A pesar de que desde 1821 se decretó este lugar como el primer cementerio extramuros y republicano, no estuvo exento de polémicas y demoras para su inauguración.

La Iglesia Católica, constantemente, fue oposición para cualquier cambio que pudiese hacerse respecto a este tema. Era una forma en la que el Estado le quitaba autoridad a la institución y argumentaban que cualquiera de estos cambios llevaría a una pérdida de la moral.

Finalmente, y con algunos problemas económicos para continuar la construcción, recién en 1871, 50 años después, se inauguró el Cementerio General.

Uno de los primeros cambios que se hicieron fue el traslado de algunos restos de las personas que aún estaban en el Cerro Santa Lucía. El intendente Benjamín Vicuña Mackenna preparó toda una remodelación para ese espacio, y en la remoción del terreno aparecieron los restos. Como señal de respeto, el intendente rescató algunos de estos, los envió al nuevo cementerio y mandó a hacer una lápida que recuerda a todos los que estuvieron enterrados ahí durante más de medio siglo.

Al pasar de los años y antes de terminar el siglo XIX, los problemas, nuevamente, no se hicieron esperar. Ya había poco terreno para seguir con las inhumaciones. Por lo que el administrador de la época, Manuel Arriarán, vio la posibilidad de comprar algún terreno próximo al Cementerio General. Se adquirió un lugar conocido como la chacra de Limay.

Gracias a esa expansión, se construyó una capilla nueva, nuevas calles, hubo un ordenamiento de las sepulturas y mausoleos, que familias adineradas mandaron a hacer.

Con el tiempo y gracias a estas prácticas, el Cementerio General empezó a tener una especie de “orden de barrios”, para poder ver dónde estaban las grandes familias, los personajes conocidos y también las personas comunes. Algo que de alguna manera se mantiene hasta el día de hoy, ya que muestra dónde están esos personajes que trascendieron a la historia de nuestro país.

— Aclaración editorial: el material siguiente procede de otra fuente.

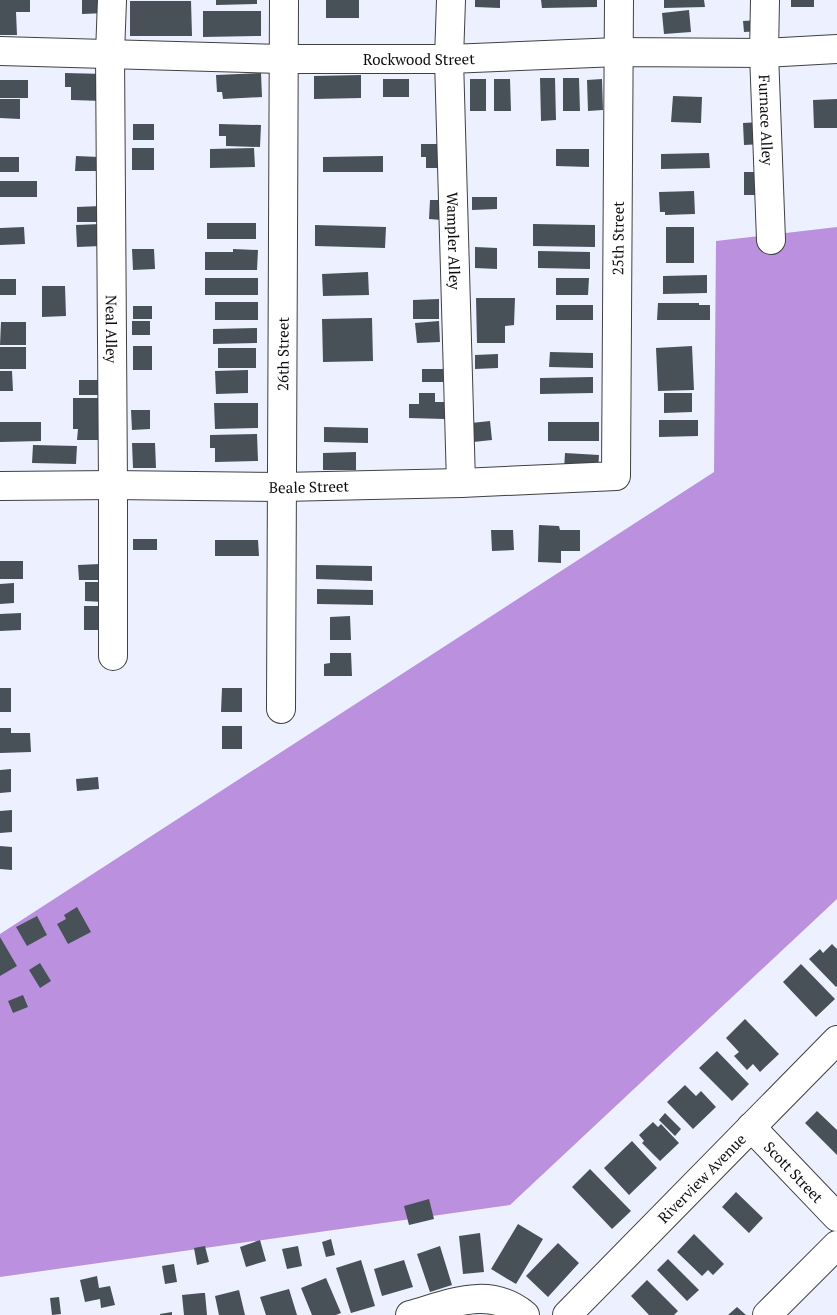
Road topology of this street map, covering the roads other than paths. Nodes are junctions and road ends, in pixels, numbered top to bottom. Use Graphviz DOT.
graph roads {
  1 [pos="112,0"];
  2 [pos="284,0"];
  3 [pos="451,0"];
  4 [pos="619,0"];
  5 [pos="765,0"];
  6 [pos="837,49"];
  7 [pos="0,51"];
  8 [pos="618,52"];
  9 [pos="764,53"];
  10 [pos="110,54"];
  11 [pos="282,59"];
  12 [pos="449,59"];
  13 [pos="771,240"];
  14 [pos="616,476"];
  15 [pos="461,483"];
  16 [pos="114,485"];
  17 [pos="0,486"];
  18 [pos="282,487"];
  19 [pos="113,656"];
  20 [pos="281,709"];
  21 [pos="837,1040"];
  22 [pos="751,1127"];
  23 [pos="837,1217"];
  24 [pos="837,1244"];
  25 [pos="410,1315"];
  26 [pos="525,1315"];
  27 [pos="567,1315"];
  28 [pos="767,1315"];
  1 -- 10 [label="street, Neal Alley"];
  2 -- 11 [label="street, 26th Street"];
  3 -- 12 [label="street, Wampler Alley"];
  4 -- 8 [label="street, 25th Street"];
  5 -- 9 [label="street, Furnace Alley"];
  6 -- 9 [label="street, Rockwood Street"];
  7 -- 10 [label="street, Rockwood Street"];
  8 -- 9 [label="street, Rockwood Street"];
  8 -- 12 [label="street, Rockwood Street"];
  8 -- 14 [label="street, 25th Street"];
  9 -- 13 [label="street, Furnace Alley"];
  10 -- 11 [label="street, Rockwood Street"];
  10 -- 16 [label="street, Neal Alley"];
  11 -- 12 [label="street, Rockwood Street"];
  11 -- 18 [label="street, 26th Street"];
  12 -- 15 [label="street, Wampler Alley"];
  14 -- 15 [label="street, Beale Street"];
  15 -- 18 [label="street, Beale Street"];
  16 -- 17 [label="street, Beale Street"];
  16 -- 18 [label="street, Beale Street"];
  16 -- 19 [label="street, Neal Alley"];
  18 -- 20 [label="street, 26th Street"];
  21 -- 22 [label="street, Riverview Avenue"];
  22 -- 23 [label="street, Scott Street"];
  22 -- 27 [label="street, Riverview Avenue"];
  24 -- 28 [label="street"];
  25 -- 26 [label="street"];
}
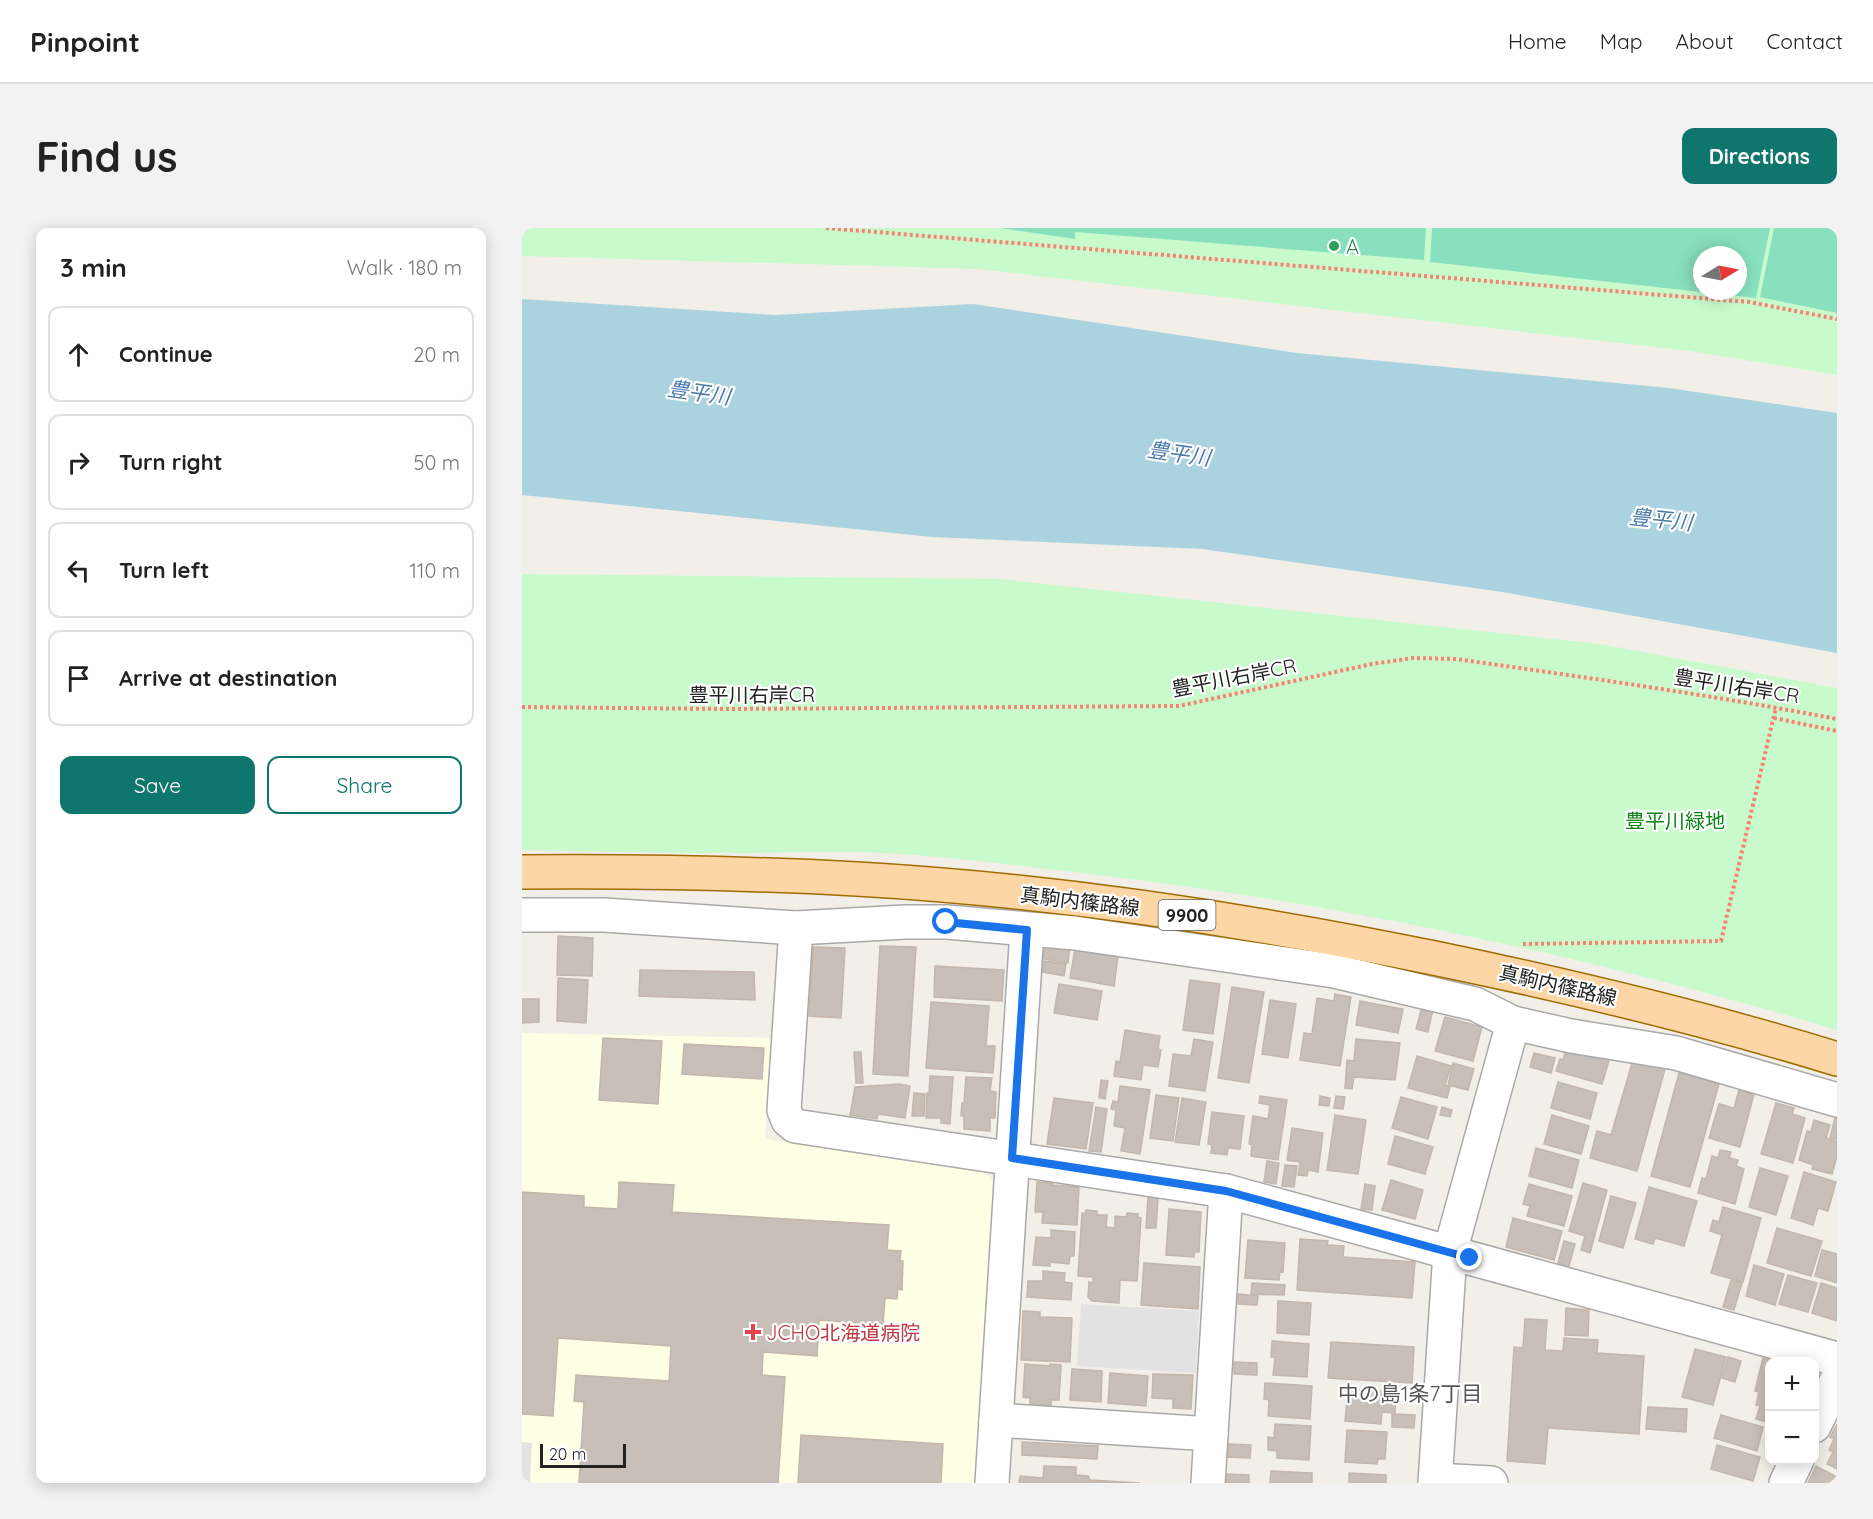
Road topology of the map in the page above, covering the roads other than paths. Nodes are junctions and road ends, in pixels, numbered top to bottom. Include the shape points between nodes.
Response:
1 (522, 872) edge
2 (522, 915) edge
3 (796, 928) junction
4 (1027, 930) junction
5 (1513, 1023) junction
6 (1837, 1059) edge
7 (1837, 1100) edge
8 (1012, 1158) junction
9 (1226, 1191) junction
10 (1450, 1252) junction
11 (1837, 1359) edge
12 (1837, 1380) edge
13 (1819, 1418) edge
14 (996, 1420) junction
15 (1211, 1434) junction
16 (1795, 1465) edge
17 (1435, 1481) edge
18 (992, 1483) edge
19 (1208, 1483) edge
20 (1491, 1483) edge
21 (1786, 1483) edge

1 - 6 main road, 真駒内篠路線 / 9900 via 859,879 1160,911 1345,940 1478,967 1736,1029
2 - 3 street via 604,915
3 - 4 street via 946,922
3 - 8 street via 784,1110 788,1120 795,1126
4 - 5 street via 1075,933 1334,971 1475,1004
4 - 8 street
5 - 7 street via 1676,1053
5 - 10 street
8 - 9 street
8 - 14 street
9 - 10 street
9 - 15 street
10 - 11 street
10 - 17 street
12 - 13 street
14 - 15 street
14 - 18 street
15 - 19 street
16 - 21 street
17 - 20 street

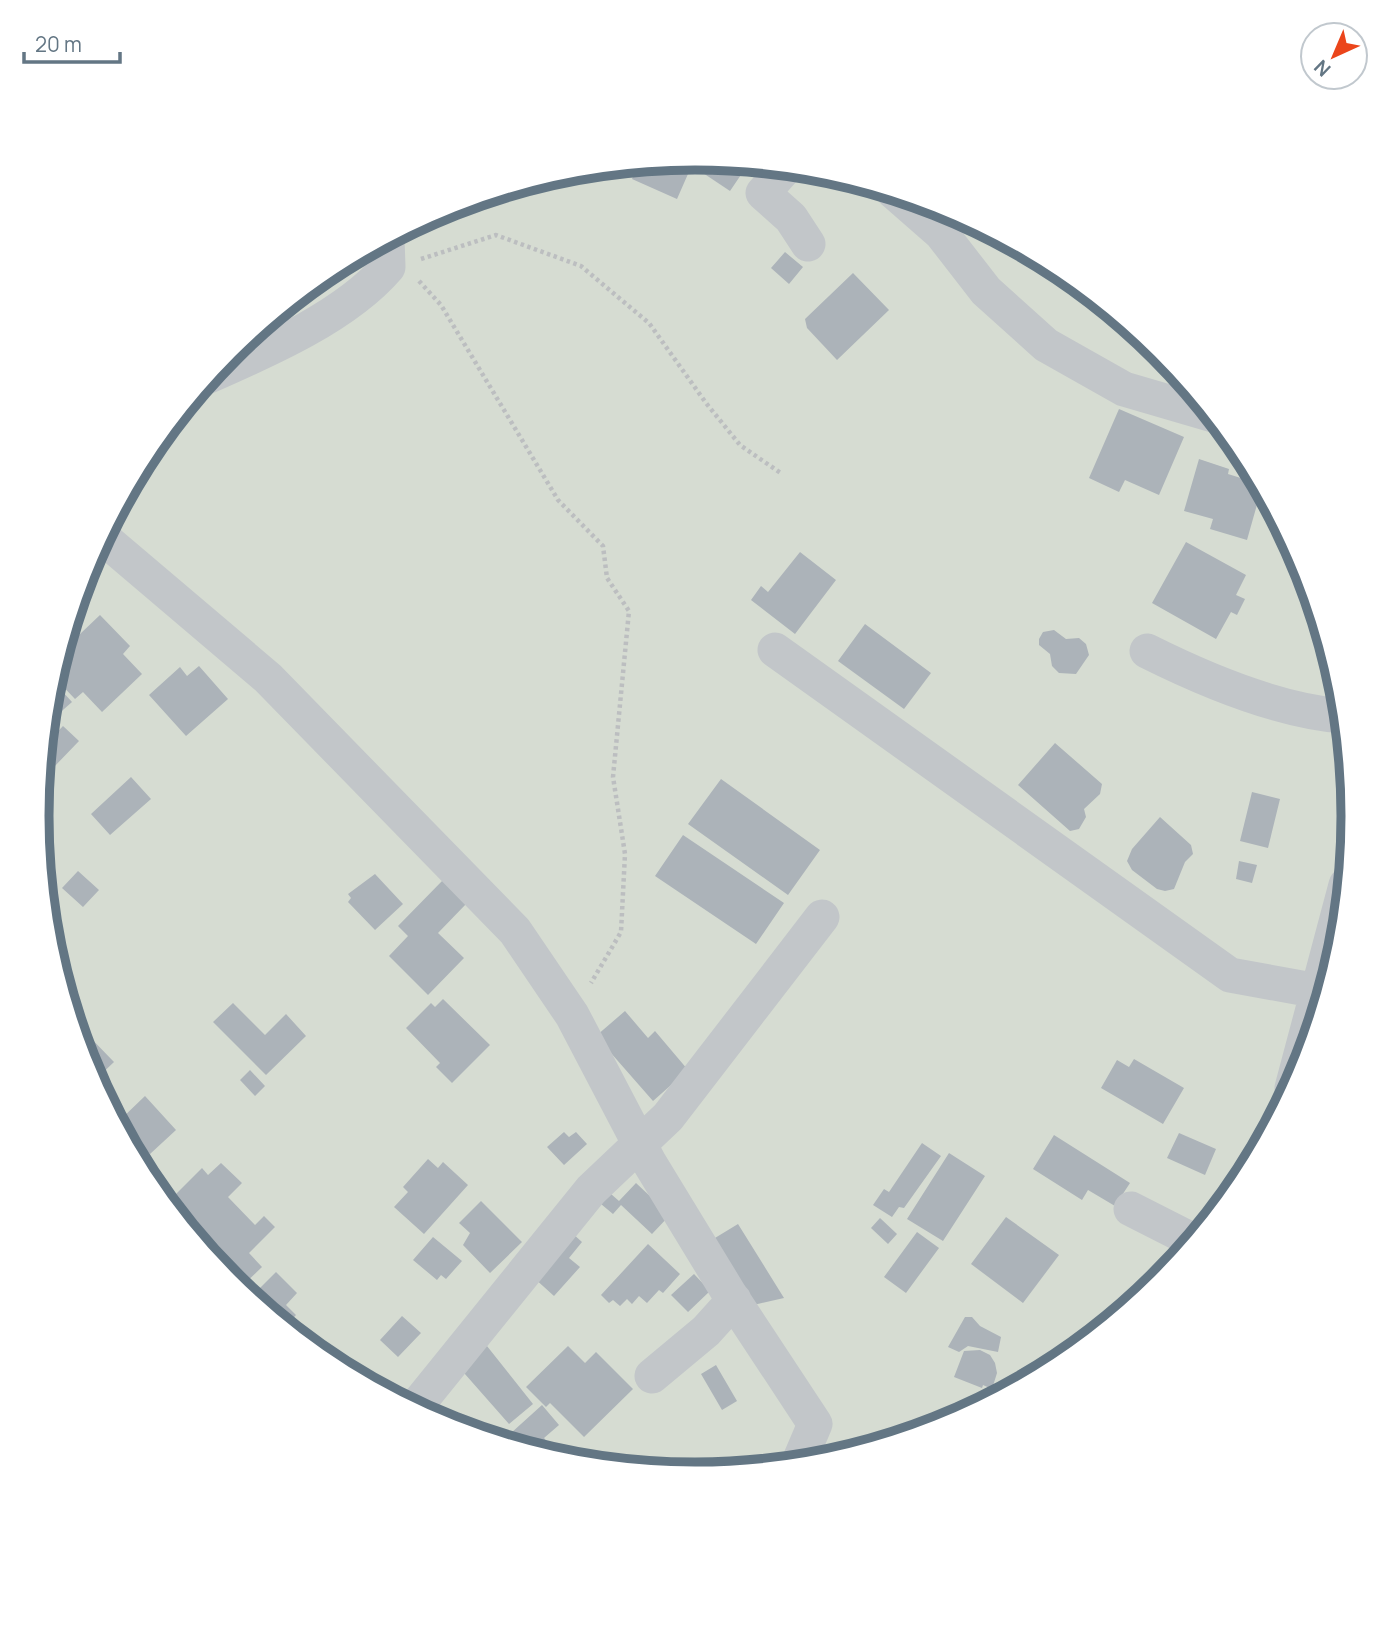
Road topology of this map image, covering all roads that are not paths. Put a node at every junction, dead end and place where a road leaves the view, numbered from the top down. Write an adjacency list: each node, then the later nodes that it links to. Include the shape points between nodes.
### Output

En la actualidad, este espacio tiene un valor incalculable, porque no solo cumple con su principal objetivo, ser el camposanto de la Región Metropolitana, sino también por su variedad de actividades que promueven el acercamiento a este lugar no solo desde la pena y la pérdida, si no como otro espacio de memoria que nos cuenta la historia de nuestra ciudad, sus costumbres y cultura en general respecto a este rito, el último que protagonizamos.


Referencias


[1] Por ejemplo como se hizo con dos reconstrucciones de la Catedral de Santiago.